Weeklong Holiday

It was quite unknown why she had come into town, taken a room at the inn with her attendant. Some kind of business roused her at half past five on a Tuesday morning, as a light in her window and distant sounds of a gramophone announced. The day was dark and rainy, causing the women to rush from the warmth and dryness of the inn to the motorcar idling in the lane. As soon as they were inside, the car sped into town, as though they were running late for something very important. The date was May seventh, my birthday.

I watched them return later in the afternoon as I was reading a book on the windowseat, cozy against the chill of the day. Although she was soaked by the hastening rain, her face was uplifted and she walked lighter than when she had come, as though a burden had been removed from her being. Perhaps that meant is was her birthday as well, I mused as I continued my book.

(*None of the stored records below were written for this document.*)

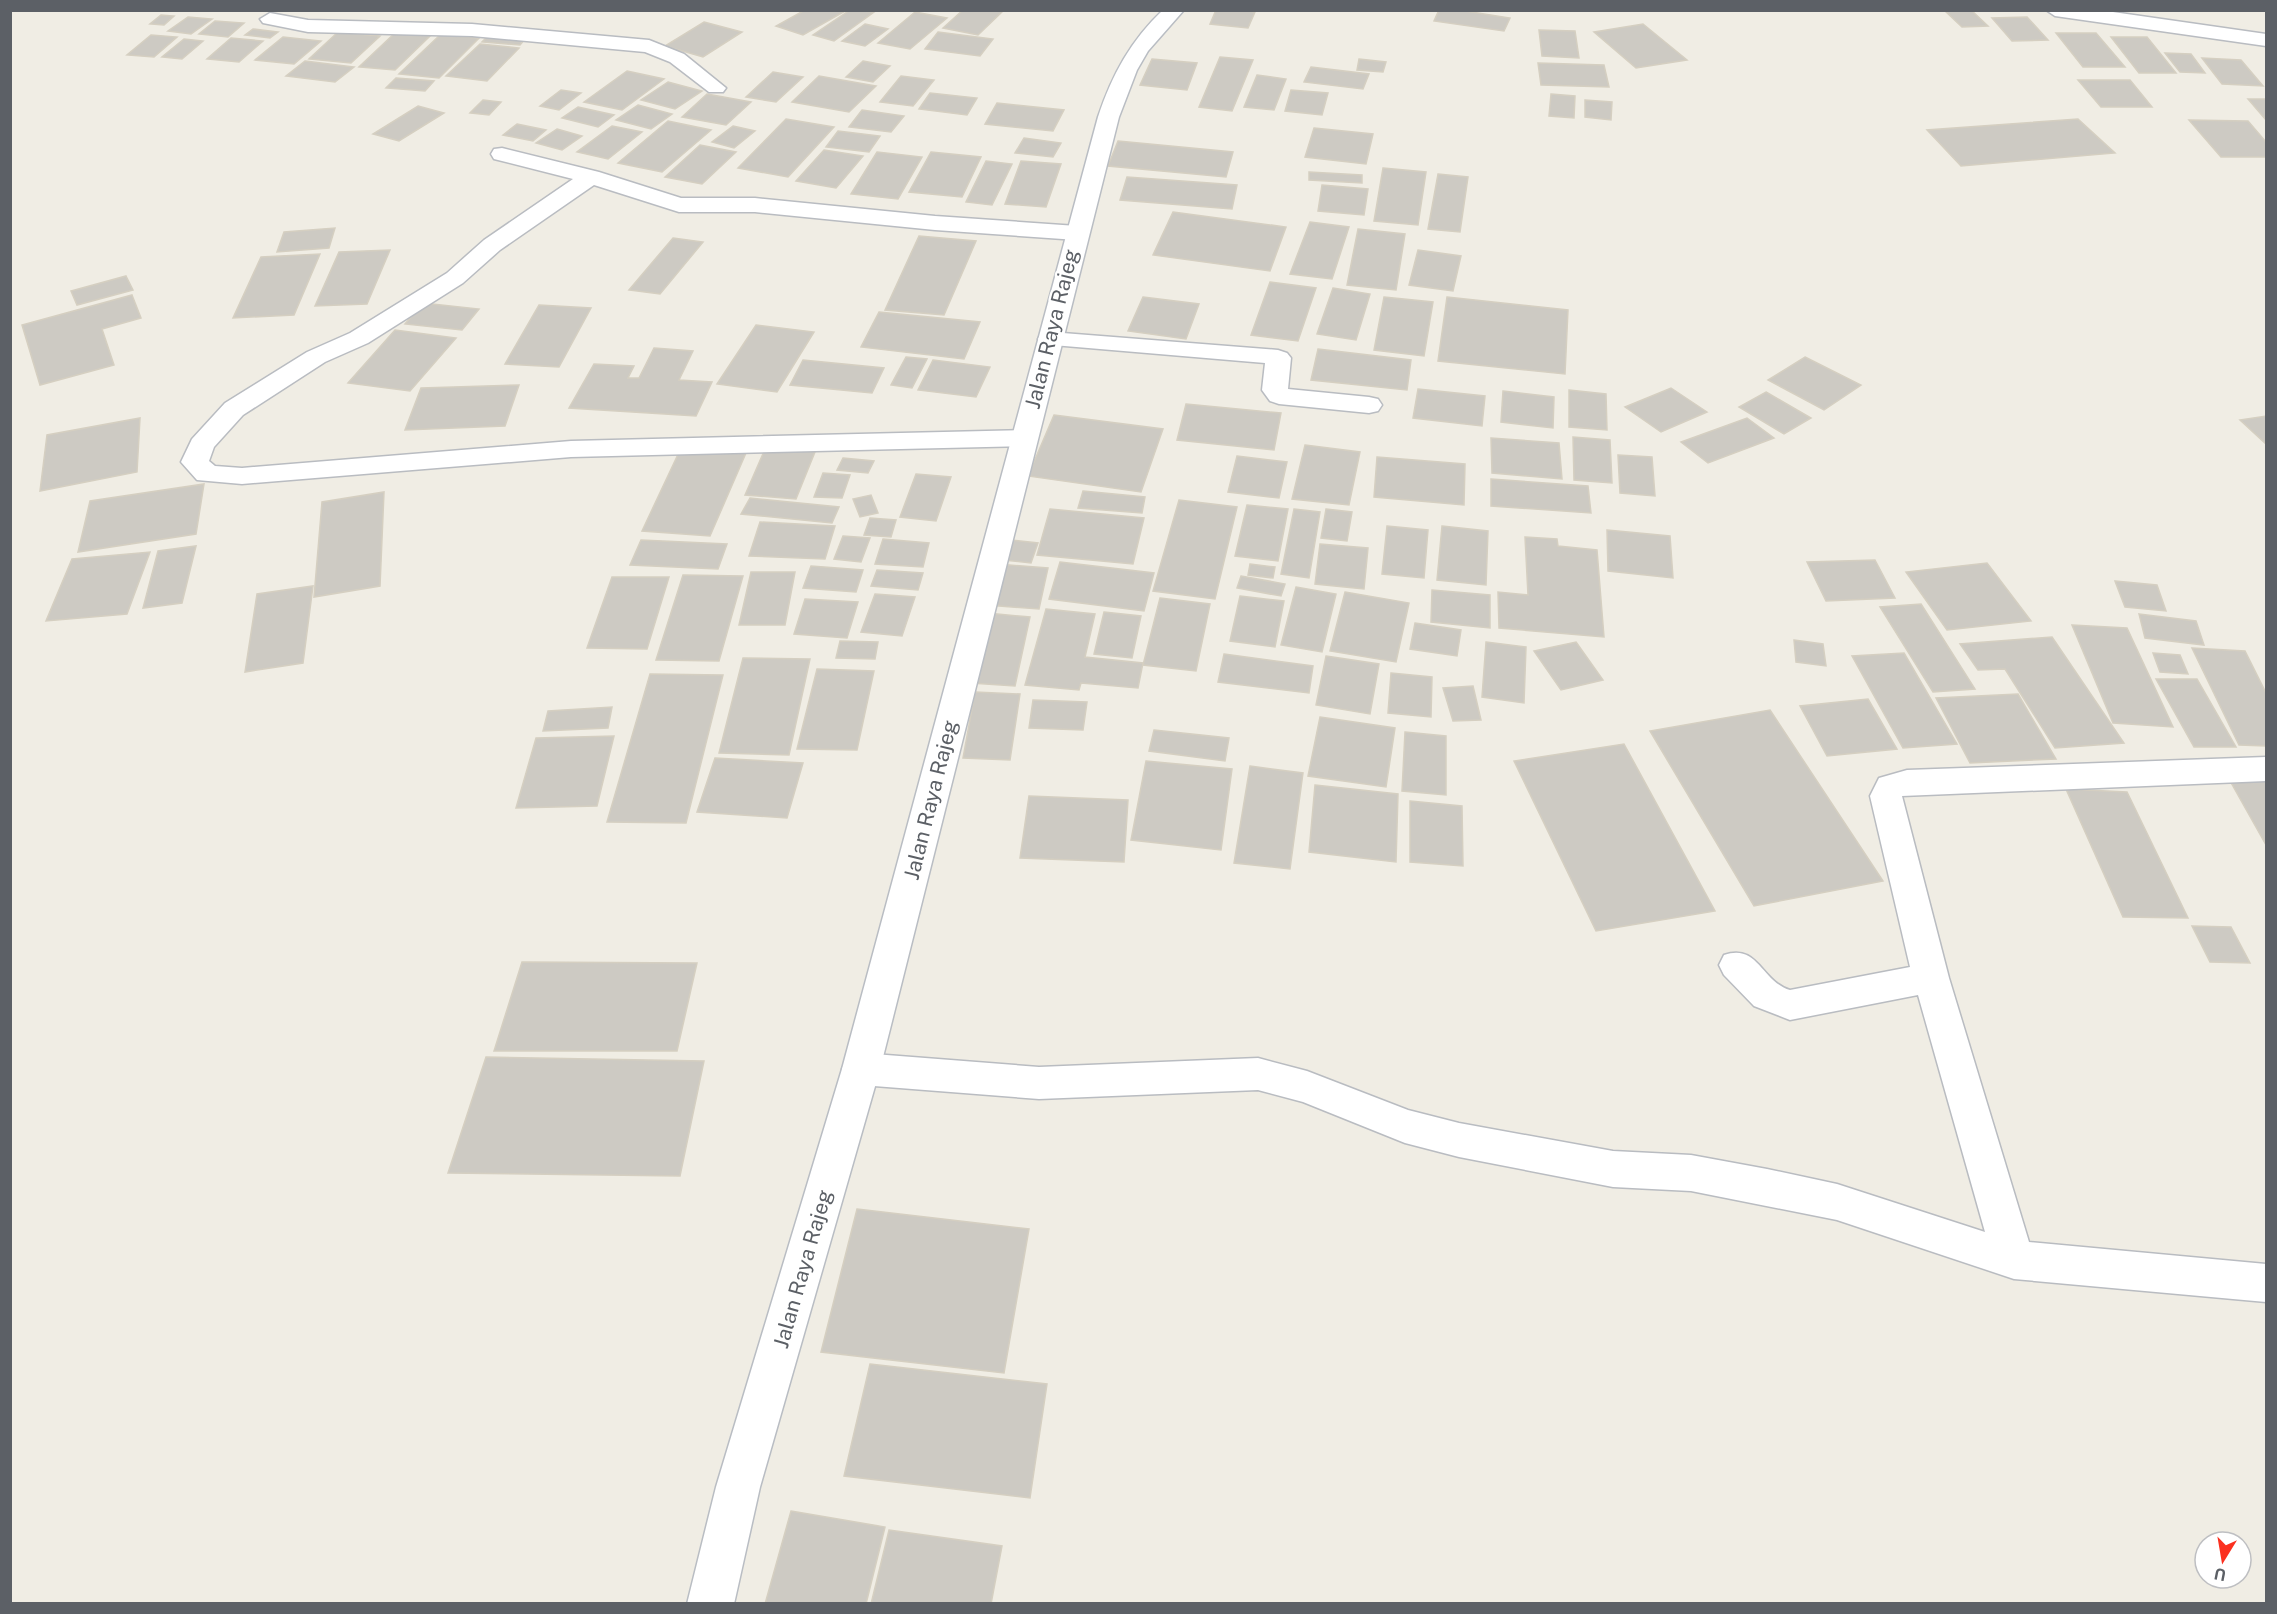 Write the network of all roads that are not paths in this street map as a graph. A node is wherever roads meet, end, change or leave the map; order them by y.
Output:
1 (495, 10) edge
2 (1175, 10) edge
3 (2055, 10) edge
4 (270, 19) dead end
5 (472, 30) junction
6 (2266, 40) edge
7 (716, 88) dead end
8 (502, 154) dead end
9 (591, 177) junction
10 (1077, 233) junction
11 (1050, 339) junction
12 (1369, 405) dead end
13 (1024, 438) junction
14 (2266, 769) edge
15 (1737, 965) dead end
16 (1931, 978) junction
17 (861, 1069) junction
18 (2014, 1260) junction
19 (2266, 1283) edge
20 (710, 1604) edge

1 - 5 street
2 - 10 street, Jalan Raya Rajeg
3 - 6 street
4 - 5 street
5 - 7 street
8 - 9 street
9 - 10 street
9 - 13 street
10 - 11 street, Jalan Raya Rajeg
11 - 12 street
11 - 13 street, Jalan Raya Rajeg
13 - 17 street, Jalan Raya Rajeg
14 - 16 street
15 - 16 street
16 - 18 street
17 - 18 street
17 - 20 street, Jalan Raya Rajeg
18 - 19 street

They stayed at the inn for a week, coming and going on various errands, their arms full of parcels on most afternoons. On Saturday afternoon, I was in the garden when I noticed her leaving. She appeared to be sorry to go, putting reluctant distance between herself and the inn with tiny footsteps, ambling in the warm sun. I crouched down a little lower behind the garden fence, not wanting to make her feel as though I was watching her with critical eyes instead of the genuine interest that drove me to follow her path to another waiting car.